= Quinoline alkaloids =

Quinoline, the parent compound of the quinoline alkaloids

Quinoline alkaloids are naturally occurring chemical compounds from the group of alkaloids, which are chemically derived from quinoline. Some quinoline alkaloids show antiseptic, convulsive or antineoplastic effects.

== Examples ==
Alkaloids with a quinoline partial structure are widespread and are usually further subdivided according to their occurrence and biogenetic origin. Among the quinoline alkaloids are the cinchona alkaloids quinine and quinidine, which are important due to their therapeutic potential, furthermore cinchonine and cinchonidine, as well as some furoquinoline alkaloids and acridine alkaloids. Strychnine and brucine, alkaloids of the nux vomica, which have a hydrogenated quinoline system, are also counted among the quinoline alkaloids.
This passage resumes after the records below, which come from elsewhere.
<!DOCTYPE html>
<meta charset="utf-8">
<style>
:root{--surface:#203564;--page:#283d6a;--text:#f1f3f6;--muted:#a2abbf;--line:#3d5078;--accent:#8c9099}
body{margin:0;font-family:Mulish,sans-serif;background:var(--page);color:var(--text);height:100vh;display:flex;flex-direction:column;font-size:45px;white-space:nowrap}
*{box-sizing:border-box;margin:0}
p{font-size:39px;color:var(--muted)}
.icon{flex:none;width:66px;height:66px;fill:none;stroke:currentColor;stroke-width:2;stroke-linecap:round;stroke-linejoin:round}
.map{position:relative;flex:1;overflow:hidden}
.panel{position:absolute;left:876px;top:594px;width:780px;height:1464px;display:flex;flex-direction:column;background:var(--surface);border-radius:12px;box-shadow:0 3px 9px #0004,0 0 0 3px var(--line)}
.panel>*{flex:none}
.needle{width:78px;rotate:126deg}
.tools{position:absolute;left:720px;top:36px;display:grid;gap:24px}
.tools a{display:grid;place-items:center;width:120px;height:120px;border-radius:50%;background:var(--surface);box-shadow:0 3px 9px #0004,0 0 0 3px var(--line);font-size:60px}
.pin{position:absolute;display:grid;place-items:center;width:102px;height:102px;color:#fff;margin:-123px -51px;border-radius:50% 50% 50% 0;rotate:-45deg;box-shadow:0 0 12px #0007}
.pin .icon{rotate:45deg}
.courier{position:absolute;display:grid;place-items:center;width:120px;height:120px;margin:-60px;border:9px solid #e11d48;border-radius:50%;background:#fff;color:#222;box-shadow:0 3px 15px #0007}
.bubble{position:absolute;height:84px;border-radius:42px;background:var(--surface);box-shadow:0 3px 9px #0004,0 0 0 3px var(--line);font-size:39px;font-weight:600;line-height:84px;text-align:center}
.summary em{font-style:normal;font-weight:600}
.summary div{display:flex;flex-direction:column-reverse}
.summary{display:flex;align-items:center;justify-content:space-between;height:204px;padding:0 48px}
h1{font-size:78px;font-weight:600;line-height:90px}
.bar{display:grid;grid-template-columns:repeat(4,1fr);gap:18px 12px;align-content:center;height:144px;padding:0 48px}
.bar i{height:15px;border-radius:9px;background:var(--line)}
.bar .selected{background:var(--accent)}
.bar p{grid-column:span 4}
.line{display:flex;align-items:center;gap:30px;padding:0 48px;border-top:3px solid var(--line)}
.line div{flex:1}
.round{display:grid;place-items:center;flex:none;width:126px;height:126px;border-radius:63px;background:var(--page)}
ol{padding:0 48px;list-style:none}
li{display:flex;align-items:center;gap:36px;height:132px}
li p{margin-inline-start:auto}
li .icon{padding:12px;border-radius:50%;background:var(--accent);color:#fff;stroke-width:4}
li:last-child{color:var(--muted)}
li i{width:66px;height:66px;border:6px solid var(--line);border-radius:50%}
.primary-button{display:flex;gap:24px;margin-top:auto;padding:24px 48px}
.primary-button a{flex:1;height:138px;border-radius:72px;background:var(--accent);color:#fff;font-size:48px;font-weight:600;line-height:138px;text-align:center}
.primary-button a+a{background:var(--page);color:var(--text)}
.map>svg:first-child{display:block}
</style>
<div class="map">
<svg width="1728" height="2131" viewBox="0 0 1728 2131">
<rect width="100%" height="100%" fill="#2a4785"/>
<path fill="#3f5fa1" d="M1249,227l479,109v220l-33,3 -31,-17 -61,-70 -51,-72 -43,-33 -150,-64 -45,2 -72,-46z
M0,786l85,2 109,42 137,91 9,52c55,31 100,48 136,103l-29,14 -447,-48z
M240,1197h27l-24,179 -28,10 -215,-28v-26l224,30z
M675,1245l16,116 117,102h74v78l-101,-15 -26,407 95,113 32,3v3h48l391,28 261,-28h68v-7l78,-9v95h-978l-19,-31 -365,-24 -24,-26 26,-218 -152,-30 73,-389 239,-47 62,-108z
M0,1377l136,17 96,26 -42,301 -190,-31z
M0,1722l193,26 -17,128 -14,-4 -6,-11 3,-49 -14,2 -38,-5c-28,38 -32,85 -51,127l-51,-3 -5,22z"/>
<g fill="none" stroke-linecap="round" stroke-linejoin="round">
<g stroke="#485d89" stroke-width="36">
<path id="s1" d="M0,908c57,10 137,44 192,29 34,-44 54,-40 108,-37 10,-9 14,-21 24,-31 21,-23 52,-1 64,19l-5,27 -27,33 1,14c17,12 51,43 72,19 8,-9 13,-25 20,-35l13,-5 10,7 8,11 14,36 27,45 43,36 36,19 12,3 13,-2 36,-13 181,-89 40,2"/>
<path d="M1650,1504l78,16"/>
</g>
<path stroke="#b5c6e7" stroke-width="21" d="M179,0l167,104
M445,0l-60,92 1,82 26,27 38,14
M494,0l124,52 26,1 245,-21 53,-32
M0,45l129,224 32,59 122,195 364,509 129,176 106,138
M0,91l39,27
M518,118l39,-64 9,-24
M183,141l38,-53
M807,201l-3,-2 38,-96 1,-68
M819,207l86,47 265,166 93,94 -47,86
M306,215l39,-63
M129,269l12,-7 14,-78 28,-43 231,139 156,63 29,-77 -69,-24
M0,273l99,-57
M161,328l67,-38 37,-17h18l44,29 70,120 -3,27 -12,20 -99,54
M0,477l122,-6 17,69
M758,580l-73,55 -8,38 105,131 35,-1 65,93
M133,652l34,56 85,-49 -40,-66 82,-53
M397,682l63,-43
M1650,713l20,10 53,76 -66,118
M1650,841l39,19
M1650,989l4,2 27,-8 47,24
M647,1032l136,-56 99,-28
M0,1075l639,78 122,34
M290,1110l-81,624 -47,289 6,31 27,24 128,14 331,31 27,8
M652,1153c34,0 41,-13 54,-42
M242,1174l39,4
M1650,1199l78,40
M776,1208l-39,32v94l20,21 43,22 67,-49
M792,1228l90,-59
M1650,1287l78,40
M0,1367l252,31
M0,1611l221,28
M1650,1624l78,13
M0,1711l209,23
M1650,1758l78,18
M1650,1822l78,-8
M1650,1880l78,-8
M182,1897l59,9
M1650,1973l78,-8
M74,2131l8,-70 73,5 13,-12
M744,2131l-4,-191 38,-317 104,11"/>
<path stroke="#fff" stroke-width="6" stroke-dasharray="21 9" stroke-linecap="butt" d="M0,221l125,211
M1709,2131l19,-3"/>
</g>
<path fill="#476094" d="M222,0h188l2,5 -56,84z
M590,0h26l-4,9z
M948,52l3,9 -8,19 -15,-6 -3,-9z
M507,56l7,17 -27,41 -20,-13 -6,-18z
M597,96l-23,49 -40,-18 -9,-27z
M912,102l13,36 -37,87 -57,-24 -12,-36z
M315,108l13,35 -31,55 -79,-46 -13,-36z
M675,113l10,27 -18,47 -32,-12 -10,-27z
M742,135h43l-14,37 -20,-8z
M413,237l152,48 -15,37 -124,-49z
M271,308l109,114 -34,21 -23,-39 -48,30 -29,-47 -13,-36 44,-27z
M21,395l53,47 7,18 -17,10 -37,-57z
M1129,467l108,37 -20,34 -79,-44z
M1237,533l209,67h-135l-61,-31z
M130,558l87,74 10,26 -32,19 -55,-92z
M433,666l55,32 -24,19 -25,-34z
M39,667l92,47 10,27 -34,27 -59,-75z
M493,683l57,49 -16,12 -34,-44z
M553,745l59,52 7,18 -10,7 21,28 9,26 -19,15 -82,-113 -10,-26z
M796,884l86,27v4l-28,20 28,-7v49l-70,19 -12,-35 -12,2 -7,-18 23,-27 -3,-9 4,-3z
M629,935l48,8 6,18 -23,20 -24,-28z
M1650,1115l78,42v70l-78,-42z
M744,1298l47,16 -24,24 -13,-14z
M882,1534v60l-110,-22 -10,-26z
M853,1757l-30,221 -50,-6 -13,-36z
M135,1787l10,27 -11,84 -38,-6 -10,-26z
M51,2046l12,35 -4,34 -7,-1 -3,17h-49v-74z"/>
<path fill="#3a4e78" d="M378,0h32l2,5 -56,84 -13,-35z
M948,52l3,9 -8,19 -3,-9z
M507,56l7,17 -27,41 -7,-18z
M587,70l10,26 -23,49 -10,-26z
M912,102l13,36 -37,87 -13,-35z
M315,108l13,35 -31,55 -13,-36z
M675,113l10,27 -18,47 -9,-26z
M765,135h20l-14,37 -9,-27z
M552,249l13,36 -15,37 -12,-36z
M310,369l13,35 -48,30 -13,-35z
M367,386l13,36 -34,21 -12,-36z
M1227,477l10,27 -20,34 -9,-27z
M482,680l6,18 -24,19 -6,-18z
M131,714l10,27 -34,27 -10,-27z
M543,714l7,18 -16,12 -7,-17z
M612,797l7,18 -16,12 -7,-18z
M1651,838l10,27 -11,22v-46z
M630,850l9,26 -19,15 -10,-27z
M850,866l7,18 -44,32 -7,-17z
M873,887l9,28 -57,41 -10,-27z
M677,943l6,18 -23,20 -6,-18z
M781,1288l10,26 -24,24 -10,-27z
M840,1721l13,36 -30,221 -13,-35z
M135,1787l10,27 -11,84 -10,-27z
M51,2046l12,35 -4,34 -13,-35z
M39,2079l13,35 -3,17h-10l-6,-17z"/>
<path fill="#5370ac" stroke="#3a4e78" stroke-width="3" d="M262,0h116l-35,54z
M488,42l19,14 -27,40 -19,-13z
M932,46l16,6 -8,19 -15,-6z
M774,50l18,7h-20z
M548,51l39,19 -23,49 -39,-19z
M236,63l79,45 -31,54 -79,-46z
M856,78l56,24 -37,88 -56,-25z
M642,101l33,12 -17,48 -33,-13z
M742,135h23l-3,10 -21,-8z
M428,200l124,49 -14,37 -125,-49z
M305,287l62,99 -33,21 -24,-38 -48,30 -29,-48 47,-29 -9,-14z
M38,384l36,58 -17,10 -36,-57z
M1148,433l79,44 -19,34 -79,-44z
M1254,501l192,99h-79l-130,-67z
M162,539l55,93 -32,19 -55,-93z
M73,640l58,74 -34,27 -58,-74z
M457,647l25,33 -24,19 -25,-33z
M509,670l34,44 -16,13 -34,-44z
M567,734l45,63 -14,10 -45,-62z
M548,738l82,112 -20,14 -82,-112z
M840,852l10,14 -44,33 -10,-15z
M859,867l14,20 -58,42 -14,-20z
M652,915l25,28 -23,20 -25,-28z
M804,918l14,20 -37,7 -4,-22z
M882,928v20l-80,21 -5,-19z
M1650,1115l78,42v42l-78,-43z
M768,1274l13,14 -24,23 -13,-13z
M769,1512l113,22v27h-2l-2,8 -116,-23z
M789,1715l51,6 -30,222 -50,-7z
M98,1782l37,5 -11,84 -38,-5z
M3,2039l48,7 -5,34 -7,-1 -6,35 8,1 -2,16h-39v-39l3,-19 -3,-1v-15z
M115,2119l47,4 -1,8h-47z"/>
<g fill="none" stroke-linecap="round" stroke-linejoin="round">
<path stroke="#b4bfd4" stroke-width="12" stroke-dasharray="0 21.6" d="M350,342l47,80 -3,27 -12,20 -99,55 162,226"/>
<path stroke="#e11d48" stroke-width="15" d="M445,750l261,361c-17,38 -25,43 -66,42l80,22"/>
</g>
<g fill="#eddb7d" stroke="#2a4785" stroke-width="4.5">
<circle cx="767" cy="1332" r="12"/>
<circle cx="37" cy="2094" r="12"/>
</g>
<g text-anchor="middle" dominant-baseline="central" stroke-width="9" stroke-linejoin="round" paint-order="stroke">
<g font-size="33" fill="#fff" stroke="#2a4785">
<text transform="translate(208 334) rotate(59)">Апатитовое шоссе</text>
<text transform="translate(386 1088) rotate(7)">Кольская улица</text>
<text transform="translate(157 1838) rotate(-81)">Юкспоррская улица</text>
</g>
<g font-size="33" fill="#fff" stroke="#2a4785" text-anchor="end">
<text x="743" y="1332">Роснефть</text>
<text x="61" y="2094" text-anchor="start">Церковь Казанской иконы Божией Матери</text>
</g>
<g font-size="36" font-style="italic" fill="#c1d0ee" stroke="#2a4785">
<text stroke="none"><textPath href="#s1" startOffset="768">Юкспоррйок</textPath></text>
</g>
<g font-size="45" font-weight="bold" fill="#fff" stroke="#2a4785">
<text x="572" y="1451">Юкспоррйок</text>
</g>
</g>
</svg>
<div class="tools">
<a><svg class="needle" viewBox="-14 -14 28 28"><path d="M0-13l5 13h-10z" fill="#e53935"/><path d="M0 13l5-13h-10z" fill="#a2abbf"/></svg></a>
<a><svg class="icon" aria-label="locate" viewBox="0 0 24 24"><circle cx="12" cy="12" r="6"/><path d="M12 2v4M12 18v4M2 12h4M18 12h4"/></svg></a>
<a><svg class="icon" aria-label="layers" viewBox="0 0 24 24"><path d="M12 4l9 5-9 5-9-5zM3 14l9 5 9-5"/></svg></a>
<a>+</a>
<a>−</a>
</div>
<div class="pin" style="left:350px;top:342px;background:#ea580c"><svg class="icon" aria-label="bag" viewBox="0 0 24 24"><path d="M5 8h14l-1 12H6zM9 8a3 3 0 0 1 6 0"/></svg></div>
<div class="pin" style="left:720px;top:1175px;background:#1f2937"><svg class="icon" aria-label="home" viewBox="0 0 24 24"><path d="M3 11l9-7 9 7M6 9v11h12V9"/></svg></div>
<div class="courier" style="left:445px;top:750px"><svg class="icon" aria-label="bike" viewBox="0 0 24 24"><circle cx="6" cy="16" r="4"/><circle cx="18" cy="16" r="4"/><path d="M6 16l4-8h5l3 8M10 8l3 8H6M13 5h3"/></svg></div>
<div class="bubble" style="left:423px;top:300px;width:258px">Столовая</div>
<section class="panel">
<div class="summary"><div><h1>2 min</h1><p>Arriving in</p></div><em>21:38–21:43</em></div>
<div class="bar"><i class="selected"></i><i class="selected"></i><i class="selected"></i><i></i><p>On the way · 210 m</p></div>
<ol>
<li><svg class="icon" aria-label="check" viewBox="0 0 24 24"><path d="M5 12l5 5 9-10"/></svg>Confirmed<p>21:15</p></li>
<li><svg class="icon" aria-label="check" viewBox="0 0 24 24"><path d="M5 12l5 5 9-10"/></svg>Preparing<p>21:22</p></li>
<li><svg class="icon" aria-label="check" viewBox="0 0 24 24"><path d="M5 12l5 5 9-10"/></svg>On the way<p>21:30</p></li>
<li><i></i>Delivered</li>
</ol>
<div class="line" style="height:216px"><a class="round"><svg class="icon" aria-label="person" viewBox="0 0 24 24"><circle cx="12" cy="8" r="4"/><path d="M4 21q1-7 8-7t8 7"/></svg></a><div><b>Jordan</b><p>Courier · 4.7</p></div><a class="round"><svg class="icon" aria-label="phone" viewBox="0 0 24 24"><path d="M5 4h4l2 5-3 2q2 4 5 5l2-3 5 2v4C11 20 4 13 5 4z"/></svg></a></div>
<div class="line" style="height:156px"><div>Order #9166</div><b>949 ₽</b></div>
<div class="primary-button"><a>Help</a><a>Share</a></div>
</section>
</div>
Also nitramarine (1-(2-quinolinyl)-β-carboline) belongs to the quinoline alkaloids.

Quinine
Cinchonidine
Cinchonine
Quinidine
Strychnine

== Occurrence ==
The quinoline alkaloids are mainly found in plants, as in Rutaceae and Rubiaceae, but also in microorganisms and animals. Quinoline is furthermore comprised as a partial structure in the redox factor PQQ (pyrroloquinoline quinone) and in quinoenzymes.

== Biosynthesis ==
Biogenetically, there are several proven pathways for the formation of the quinoline system in plants. Tryptophane as well as anthranilic acid can act as a precursor. The second precursor molecule is either a hemiterpene or a monoterpene (e.g. secologanine in cinchona alkaloids).